Stadtoldendorf (red). Die Ferienzeit hat noch nicht begonnen, dennoch haben schon einige ihre Urlaubsreisen angetreten. Deshalb ließ der Lesestammtisch des Musik- und Kulturvereins Stadtoldendorf seinen Juli-Treff in der Bücherei ausfallen, die restlichen Stammtischler besuchten stattdessen die insgesamt sehr gelungene Brillen-Ausstellung im Schloss Bevern. Die private Sammlung des fränkischen Optikers Gerhard Mayer umfasst hunderte Exemplare von Brillen, Monokel, Lorgnetten und „Nasenquetschern“, bis hin zu sogenannten Fadenbrillen. Dazu liefert die kompakte und doch umfangreiche Präsentation die Geschichte der Sehhilfe, vom Erforschen der Lichtbrechung in der Antike bis zu den ersten belastbaren optischen Berechnungen im 19. Jahrhundert.
Im asiatischen Raum dienten Brillen eine Zeit lang nicht bloß als Lesehilfe – Mönche und Wissenschaftler trugen ungeschliffene Gläser, nur um ihre Gelehrsamkeit auszudrücken. Parallel zu derlei wissens- und schmunzelnswerten Details liefert die Ausstellung lehrreiche Einblicke in die Brillenglasherstellung gestern und heute.
In den sechziger Jahren geschah fast alles noch in Handarbeit. Ohne Handschuhe schnitten, brachen und schliffen geschickte Hände, von Schnittwunden unbeeindruckt, rasch und präzise die Rohlinge, ehe sie sorgfältig verpackt zu den Optikern gelangten. Heute greifen gelenkige Roboterarme in High-Tec-Maschinen, um die Linsen von einem Produktionsschritt zum nächsten zu befördern. Und das alles geschieht keine zwanzig Autominuten von uns entfernt in Grünenplan, wo Glas eine jahrhundertelange Tradition hat. Was den Leseratten aus Stadtoldendorf, allesamt Brillenträger, zudem noch auffiel: Die knapp und informativ gehaltenen Begleittexte sind auf transparente Folien gedruckt, die sich leicht beulen und so für unangenehme Lichtreflexe sorgen.

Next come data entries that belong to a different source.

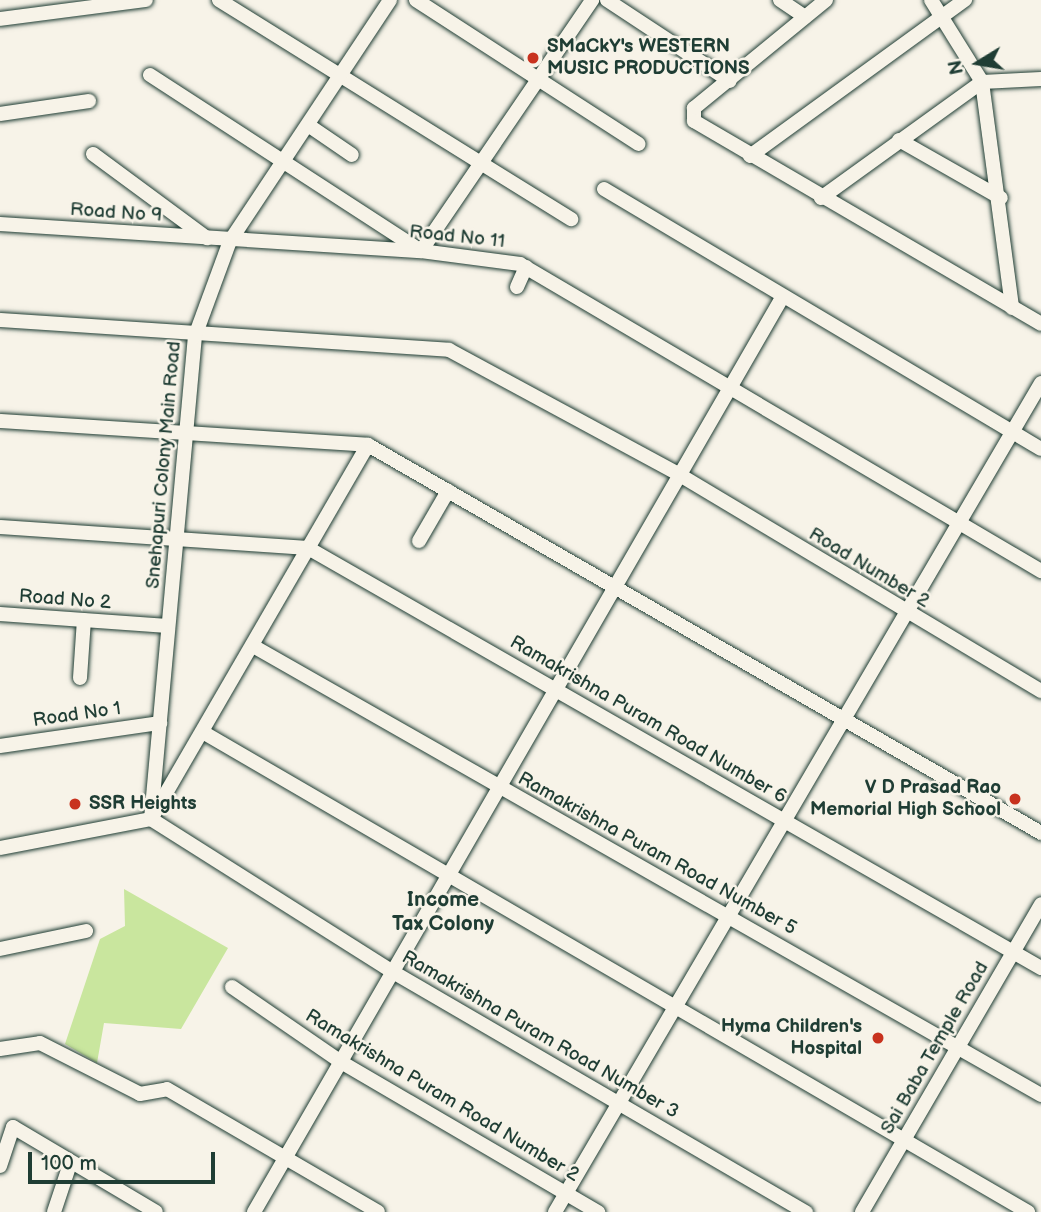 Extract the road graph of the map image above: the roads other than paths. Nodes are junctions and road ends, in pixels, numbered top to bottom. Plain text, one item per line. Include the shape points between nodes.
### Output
1 (146, 0) edge
2 (219, 0) edge
3 (390, 0) edge
4 (416, 0) edge
5 (592, 0) edge
6 (607, 0) edge
7 (780, 0) edge
8 (826, 0) edge
9 (931, 0) edge
10 (965, 0) edge
11 (805, 17) junction
12 (943, 18) junction
13 (0, 19) edge
14 (339, 73) junction
15 (150, 75) dead end
16 (1041, 79) edge
17 (730, 81) junction
18 (982, 82) junction
19 (540, 83) junction
20 (89, 101) dead end
21 (0, 114) edge
22 (308, 125) junction
23 (899, 140) junction
24 (639, 144) dead end
25 (93, 154) dead end
26 (352, 155) dead end
27 (750, 156) junction
28 (288, 159) junction
29 (482, 164) junction
30 (604, 189) dead end
31 (821, 198) junction
32 (1001, 198) junction
33 (571, 219) dead end
34 (0, 224) edge
35 (208, 239) junction
36 (230, 241) junction
37 (421, 251) junction
38 (526, 267) junction
39 (517, 287) dead end
40 (782, 298) junction
41 (1012, 308) junction
42 (0, 320) edge
43 (1041, 324) edge
44 (195, 336) junction
45 (1041, 383) edge
46 (731, 386) junction
47 (0, 421) edge
48 (1013, 432) junction
49 (187, 436) junction
50 (368, 445) junction
51 (1041, 449) edge
52 (680, 475) junction
53 (448, 491) junction
54 (960, 523) junction
55 (0, 527) edge
56 (177, 534) junction
57 (419, 541) dead end
58 (308, 548) junction
59 (1041, 571) edge
60 (619, 588) junction
61 (905, 613) junction
62 (0, 618) edge
63 (84, 620) junction
64 (169, 626) junction
65 (253, 646) junction
66 (80, 678) dead end
67 (556, 689) junction
68 (1041, 691) edge
69 (844, 719) junction
70 (160, 723) junction
71 (206, 734) junction
72 (0, 746) edge
73 (499, 788) junction
74 (151, 819) junction
75 (786, 821) junction
76 (1041, 833) edge
77 (0, 848) edge
78 (447, 877) junction
79 (1041, 904) edge
80 (732, 918) junction
81 (86, 931) dead end
82 (0, 949) edge
83 (1013, 952) junction
84 (1041, 968) edge
85 (393, 972) junction
86 (232, 987) dead end
87 (676, 1008) junction
88 (959, 1045) junction
89 (0, 1049) edge
90 (341, 1062) junction
91 (1041, 1095) edge
92 (619, 1104) junction
93 (903, 1141) junction
94 (286, 1158) junction
95 (70, 1164) junction
96 (0, 1166) edge
97 (566, 1194) junction
98 (54, 1212) edge
99 (156, 1212) edge
100 (254, 1212) edge
101 (378, 1212) edge
102 (555, 1212) edge
103 (598, 1212) edge
104 (806, 1212) edge
105 (862, 1212) edge
106 (1028, 1212) edge

1 - 13 street
2 - 14 street
3 - 14 street, Snehapuri Colony Main Road
4 - 19 street
5 - 19 street
6 - 17 street
7 - 11 street
8 - 11 street
9 - 12 street
10 - 12 street
11 - 17 street
12 - 18 street
12 - 27 street
14 - 22 street, Snehapuri Colony Main Road
14 - 29 street
15 - 28 street
16 - 18 street
17 - 27 street via 694,108 693,117
18 - 23 street
18 - 32 street
19 - 24 street
19 - 29 street
20 - 21 street
22 - 26 street
22 - 28 street, Snehapuri Colony Main Road
23 - 31 street
23 - 32 street
25 - 35 street
27 - 31 street
28 - 36 street, Snehapuri Colony Main Road
28 - 37 street
29 - 33 street
29 - 37 street
30 - 40 street
31 - 41 street
32 - 41 street
34 - 35 street, Road No 9
35 - 36 street, Road No 9
36 - 37 street, Road No 11
36 - 44 street, Snehapuri Colony Main Road
37 - 38 street, Road No 11
38 - 39 street
38 - 46 street, Road No 11
40 - 46 street
40 - 48 street
41 - 43 street
42 - 44 street, Road Number 2
44 - 49 street, Snehapuri Colony Main Road
44 - 52 street, Road Number 2 via 449,350
45 - 48 street
46 - 52 street
46 - 54 street, Road No 11
47 - 49 street
48 - 51 street
48 - 54 street
49 - 50 street
49 - 56 street, Snehapuri Colony Main Road
50 - 53 street
50 - 58 street
52 - 60 street
52 - 61 street, Road Number 2
53 - 57 street
53 - 60 street
54 - 59 street, Road No 11
54 - 61 street
55 - 56 street
56 - 58 street
56 - 64 street, Snehapuri Colony Main Road
58 - 65 street
58 - 67 street, Ramakrishna Puram Road Number 6
60 - 67 street
60 - 69 street
61 - 68 street, Road Number 2
61 - 69 street
62 - 63 street, Road No 2
63 - 64 street, Road No 2
63 - 66 street
64 - 70 street, Snehapuri Colony Main Road
65 - 71 street
65 - 73 street, Ramakrishna Puram Road Number 5
67 - 73 street
67 - 75 street, Ramakrishna Puram Road Number 6
69 - 75 street
69 - 76 street
70 - 72 street, Road No 1
70 - 74 street, Snehapuri Colony Main Road
71 - 74 street
71 - 78 street
73 - 78 street
73 - 80 street, Ramakrishna Puram Road Number 5
74 - 77 street
74 - 85 street, Ramakrishna Puram Road Number 3
75 - 80 street
75 - 83 street, Ramakrishna Puram Road Number 6
78 - 85 street
78 - 87 street
79 - 83 street, Sai Baba Temple Road
80 - 87 street
80 - 88 street, Ramakrishna Puram Road Number 5
81 - 82 street
83 - 84 street, Ramakrishna Puram Road Number 6
83 - 88 street, Sai Baba Temple Road
85 - 90 street
85 - 92 street, Ramakrishna Puram Road Number 3
86 - 90 street, Ramakrishna Puram Road Number 2
87 - 92 street
87 - 93 street
88 - 91 street, Ramakrishna Puram Road Number 5
88 - 93 street, Sai Baba Temple Road
89 - 94 street via 40,1043 140,1094 167,1089
90 - 94 street
90 - 97 street, Ramakrishna Puram Road Number 2
92 - 97 street
92 - 104 street, Ramakrishna Puram Road Number 3
93 - 105 street, Sai Baba Temple Road
93 - 106 street
94 - 100 street
94 - 101 street
95 - 96 street via 13,1128
95 - 98 street
95 - 99 street
97 - 102 street
97 - 103 street, Ramakrishna Puram Road Number 2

Dadurch bleibt der Betrachter in Bewegung, weil er ständig den Blickwinkel ändern muss. Einige der Texte hängen außerdem so hoch, dass die Träger von Gleitsichtbrillen den Kopf arg in den Nacken werfen müssen, um optimal zu fokussieren. So rundet sich die Ausstellung zum sinnlichen Erlebnis. Die Stammtischler aus der Homburg-Stadt zogen gut informiert weiter ins benachbarte Eis-Café, wo sie die gesammelten Eindrücke noch einmal Revue passieren ließen. Die sehenswerte Ausstellung läuft noch bis 15. August.